Later, the Dey of Algiers succeeded in negotiating a treaty with the British, represented by Lord Exmouth, under which the British, in spite of an immense fleet to back them, agreed to pay $400,000 for the release of certain captives. His success in this made the Dey feel very badly about his treaty with Decatur. Consul Shaler was compelled to haul down his flag and leave, but the timely arrival and prompt action of an American squadron once more inclined the Dey to peace. The appearance of the same squadron off Tunis and Tripoli soothed the rulers there, also, after they had been made restive by European consuls, and from that time to this there has been no war between the United States and the Barbary pirates.

CHAPTER XVII
LED A HARD LIFE AND GOT FEW THANKS

WORK THAT NAVAL MEN HAVE HAD TO DO IN OUT-OF-THE-WAY PARTS OF THE WORLD IN TIMES OF PEACE—CHASING SLAVERS ON THE AFRICAN COAST WHEN SLAVE-OWNERS RULED THE YANKEE NATION—THE AMERICAN FLAG A SHIELD FOR AN INFAMOUS TRAFFIC—CAPTURE OF THE MARTHA AND THE CHATSWORTH—TEACHING MALAYANS TO FEAR THE FLAG—STORIES OF PIRATICAL ASSAULTS ON YANKEE TRADERS, AND THE NAVY’S PART IN THE MATTER—A CHINESE ASSAULT ON THE AMERICAN FLAG—“BLOOD IS THICKER THAN WATER”—A MEDAL WELL-EARNED BY A WARLIKE DISPLAY IN TIME OF PEACE.

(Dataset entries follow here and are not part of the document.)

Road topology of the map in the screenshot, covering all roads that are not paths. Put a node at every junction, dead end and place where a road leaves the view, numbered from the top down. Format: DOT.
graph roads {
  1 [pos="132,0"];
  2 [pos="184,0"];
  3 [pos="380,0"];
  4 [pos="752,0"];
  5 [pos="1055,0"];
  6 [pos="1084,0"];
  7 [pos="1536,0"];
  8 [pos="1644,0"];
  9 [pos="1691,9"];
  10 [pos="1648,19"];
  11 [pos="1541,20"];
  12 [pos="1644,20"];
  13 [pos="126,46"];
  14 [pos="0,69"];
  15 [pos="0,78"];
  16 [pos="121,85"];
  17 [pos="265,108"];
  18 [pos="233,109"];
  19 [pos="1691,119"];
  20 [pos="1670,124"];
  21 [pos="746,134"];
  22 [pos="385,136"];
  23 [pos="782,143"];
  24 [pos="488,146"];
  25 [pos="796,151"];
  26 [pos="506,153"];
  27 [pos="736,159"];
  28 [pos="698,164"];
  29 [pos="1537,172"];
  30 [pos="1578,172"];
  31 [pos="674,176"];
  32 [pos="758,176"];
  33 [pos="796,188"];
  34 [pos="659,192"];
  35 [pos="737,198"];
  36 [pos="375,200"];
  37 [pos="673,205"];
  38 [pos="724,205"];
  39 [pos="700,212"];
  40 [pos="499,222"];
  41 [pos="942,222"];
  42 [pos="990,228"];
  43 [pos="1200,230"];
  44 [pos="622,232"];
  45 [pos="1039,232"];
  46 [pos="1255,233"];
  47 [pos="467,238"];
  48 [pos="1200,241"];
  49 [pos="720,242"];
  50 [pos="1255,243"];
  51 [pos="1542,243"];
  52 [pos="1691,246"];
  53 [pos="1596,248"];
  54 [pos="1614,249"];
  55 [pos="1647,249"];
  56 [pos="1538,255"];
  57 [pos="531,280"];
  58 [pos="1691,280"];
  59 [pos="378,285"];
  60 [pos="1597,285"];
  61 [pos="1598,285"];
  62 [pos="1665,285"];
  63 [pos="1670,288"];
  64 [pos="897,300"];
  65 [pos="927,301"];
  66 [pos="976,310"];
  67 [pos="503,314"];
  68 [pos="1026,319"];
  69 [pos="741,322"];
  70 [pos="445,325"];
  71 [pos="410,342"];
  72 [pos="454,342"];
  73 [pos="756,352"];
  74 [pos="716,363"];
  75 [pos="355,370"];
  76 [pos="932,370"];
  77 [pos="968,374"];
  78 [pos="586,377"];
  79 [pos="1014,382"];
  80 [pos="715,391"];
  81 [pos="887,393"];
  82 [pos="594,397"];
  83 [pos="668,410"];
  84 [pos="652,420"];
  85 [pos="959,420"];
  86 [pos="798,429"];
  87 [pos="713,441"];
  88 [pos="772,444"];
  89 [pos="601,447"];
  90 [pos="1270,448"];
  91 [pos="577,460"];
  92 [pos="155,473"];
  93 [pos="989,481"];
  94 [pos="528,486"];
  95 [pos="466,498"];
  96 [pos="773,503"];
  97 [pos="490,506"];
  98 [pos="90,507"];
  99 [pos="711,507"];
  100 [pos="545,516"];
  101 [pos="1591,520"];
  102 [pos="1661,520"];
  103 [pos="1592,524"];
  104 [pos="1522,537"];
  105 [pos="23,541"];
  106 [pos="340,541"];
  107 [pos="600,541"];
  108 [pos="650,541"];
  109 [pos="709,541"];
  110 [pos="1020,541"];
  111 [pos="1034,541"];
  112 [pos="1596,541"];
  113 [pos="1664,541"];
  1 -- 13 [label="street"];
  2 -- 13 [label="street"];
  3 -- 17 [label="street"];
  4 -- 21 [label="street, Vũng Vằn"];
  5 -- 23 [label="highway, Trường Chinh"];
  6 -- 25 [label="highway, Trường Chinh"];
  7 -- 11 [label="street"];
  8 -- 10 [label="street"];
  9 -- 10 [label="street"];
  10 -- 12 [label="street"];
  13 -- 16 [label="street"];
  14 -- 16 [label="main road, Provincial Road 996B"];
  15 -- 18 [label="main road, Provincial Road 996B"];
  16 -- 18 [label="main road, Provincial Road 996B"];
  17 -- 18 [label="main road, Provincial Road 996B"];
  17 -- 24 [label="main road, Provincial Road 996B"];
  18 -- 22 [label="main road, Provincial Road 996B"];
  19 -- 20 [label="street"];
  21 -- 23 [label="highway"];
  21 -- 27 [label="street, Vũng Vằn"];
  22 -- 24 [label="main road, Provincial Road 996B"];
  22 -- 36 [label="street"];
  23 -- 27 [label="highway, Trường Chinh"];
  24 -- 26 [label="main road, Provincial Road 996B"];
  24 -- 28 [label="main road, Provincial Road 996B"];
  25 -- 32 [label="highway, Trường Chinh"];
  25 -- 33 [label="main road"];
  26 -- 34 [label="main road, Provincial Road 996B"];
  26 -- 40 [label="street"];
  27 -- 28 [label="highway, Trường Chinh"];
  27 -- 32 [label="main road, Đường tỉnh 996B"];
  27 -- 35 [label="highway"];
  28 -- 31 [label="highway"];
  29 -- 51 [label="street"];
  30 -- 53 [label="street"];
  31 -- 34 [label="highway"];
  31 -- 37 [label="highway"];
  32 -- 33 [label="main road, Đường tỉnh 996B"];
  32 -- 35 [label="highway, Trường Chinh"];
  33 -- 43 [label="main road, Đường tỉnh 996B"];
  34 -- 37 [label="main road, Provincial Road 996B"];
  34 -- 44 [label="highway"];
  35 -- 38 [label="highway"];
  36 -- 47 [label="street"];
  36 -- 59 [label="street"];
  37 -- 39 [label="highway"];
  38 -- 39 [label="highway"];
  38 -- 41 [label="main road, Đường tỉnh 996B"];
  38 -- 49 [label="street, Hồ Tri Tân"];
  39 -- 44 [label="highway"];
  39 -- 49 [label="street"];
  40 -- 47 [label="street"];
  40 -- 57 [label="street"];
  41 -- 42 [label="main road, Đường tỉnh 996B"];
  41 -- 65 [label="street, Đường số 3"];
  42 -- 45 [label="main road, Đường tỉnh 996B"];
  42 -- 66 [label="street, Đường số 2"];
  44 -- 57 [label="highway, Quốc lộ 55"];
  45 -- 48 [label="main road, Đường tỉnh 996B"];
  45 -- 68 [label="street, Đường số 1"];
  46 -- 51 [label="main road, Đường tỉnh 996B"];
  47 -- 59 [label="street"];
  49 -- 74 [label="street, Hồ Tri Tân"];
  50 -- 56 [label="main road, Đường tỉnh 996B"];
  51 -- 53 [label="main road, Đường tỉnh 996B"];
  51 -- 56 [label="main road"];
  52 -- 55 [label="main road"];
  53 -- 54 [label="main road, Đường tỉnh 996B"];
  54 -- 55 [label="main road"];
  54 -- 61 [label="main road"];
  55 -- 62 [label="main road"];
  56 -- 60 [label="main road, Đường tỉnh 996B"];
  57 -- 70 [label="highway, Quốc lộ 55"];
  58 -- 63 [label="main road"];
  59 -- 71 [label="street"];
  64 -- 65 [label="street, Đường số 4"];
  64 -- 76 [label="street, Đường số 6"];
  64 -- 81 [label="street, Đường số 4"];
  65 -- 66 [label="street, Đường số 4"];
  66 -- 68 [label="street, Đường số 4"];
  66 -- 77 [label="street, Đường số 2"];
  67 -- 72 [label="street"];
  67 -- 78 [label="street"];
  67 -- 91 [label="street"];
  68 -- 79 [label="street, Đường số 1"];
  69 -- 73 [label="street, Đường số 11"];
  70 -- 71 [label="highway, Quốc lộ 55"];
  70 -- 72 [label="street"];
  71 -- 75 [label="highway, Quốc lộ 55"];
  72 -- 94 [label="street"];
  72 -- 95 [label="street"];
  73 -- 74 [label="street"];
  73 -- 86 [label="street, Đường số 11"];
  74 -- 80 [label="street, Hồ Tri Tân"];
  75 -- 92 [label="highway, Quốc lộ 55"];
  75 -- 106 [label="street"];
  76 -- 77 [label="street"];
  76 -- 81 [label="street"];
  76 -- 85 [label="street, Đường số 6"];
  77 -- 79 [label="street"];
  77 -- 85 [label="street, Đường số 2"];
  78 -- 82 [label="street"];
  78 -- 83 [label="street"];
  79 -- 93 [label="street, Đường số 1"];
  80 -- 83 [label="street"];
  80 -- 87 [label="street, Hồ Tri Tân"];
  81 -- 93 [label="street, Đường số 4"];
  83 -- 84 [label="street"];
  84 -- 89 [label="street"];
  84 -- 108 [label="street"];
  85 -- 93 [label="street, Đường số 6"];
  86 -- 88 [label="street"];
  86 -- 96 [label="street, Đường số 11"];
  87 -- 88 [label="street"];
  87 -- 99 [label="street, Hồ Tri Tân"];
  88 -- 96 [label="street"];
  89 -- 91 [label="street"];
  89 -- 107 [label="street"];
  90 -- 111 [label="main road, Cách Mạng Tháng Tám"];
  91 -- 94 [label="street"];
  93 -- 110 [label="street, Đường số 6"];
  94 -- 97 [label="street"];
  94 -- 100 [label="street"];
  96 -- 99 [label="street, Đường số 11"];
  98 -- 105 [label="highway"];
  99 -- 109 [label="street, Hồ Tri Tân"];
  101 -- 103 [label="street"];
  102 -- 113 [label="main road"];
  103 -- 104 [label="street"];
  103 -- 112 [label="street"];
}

Of the work done by the Navy between the War of 1812 and the Civil War, there was no part that was more disagreeable or quite so thankless as that of watching the slavers on the coast of Africa. It is becoming in an American, whatever his personal beliefs may have been in the old days, to speak of the slave-trade with humility. And this is true not alone because human beings were kept in slavery in the United States until a frightful civil war well-nigh destroyed the country, but because Northern capitalists, men who lived where the self-righteous gave thanks because their hands did not hold the slave in bondage—these Northern capitalists were the most ingenious and persistent dealers in slaves, and the most devilish in the treatment of the unfortunates, known to the transatlantic slave-trade.

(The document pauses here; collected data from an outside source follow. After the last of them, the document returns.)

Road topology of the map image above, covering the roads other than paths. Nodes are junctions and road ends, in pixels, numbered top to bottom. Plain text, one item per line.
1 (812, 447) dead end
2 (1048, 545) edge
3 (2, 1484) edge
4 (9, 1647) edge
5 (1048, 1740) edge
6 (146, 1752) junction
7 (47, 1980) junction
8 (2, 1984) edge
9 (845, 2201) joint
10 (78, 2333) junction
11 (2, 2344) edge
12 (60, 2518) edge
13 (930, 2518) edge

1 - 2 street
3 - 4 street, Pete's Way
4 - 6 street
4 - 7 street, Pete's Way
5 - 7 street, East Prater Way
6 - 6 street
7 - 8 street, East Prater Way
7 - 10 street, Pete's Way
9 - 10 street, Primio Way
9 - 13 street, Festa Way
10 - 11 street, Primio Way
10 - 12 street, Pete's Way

In the treaty with England that ended the War of 1812 it was agreed that the United States would assist the mother country in putting down the trade in slaves then carried on between the African and the American coasts. There is, perhaps, nothing more humiliating in the history of the American Republic than the true story of what followed in carrying out the American agreement. How could it be otherwise? For the American nation was ruled by men who believed that slavery was “a Divine institution.” However shocking such a belief must appear to the younger generations of Americans, there are old heads at the South who still hold it. The writer hereof has heard a bishop speak with enthusiasm of the influence of the old time “patriarchal” slave-owners in “turning the hearts of the slaves to Christ”—an influence “alas!” that is now gone! If this be possible in 1897, one may believe that in 1827—even in 1847 and 1857—the American slave-owner was not sincere when he professed a desire to stop the exportation of slaves from Africa.

Because slave-owners ruled the nation, it is certain that if there was ever a duty to which the American naval seaman was assigned that was weighed down with difficulties and thankless when performed, it was that of chasing slavers on the African coast.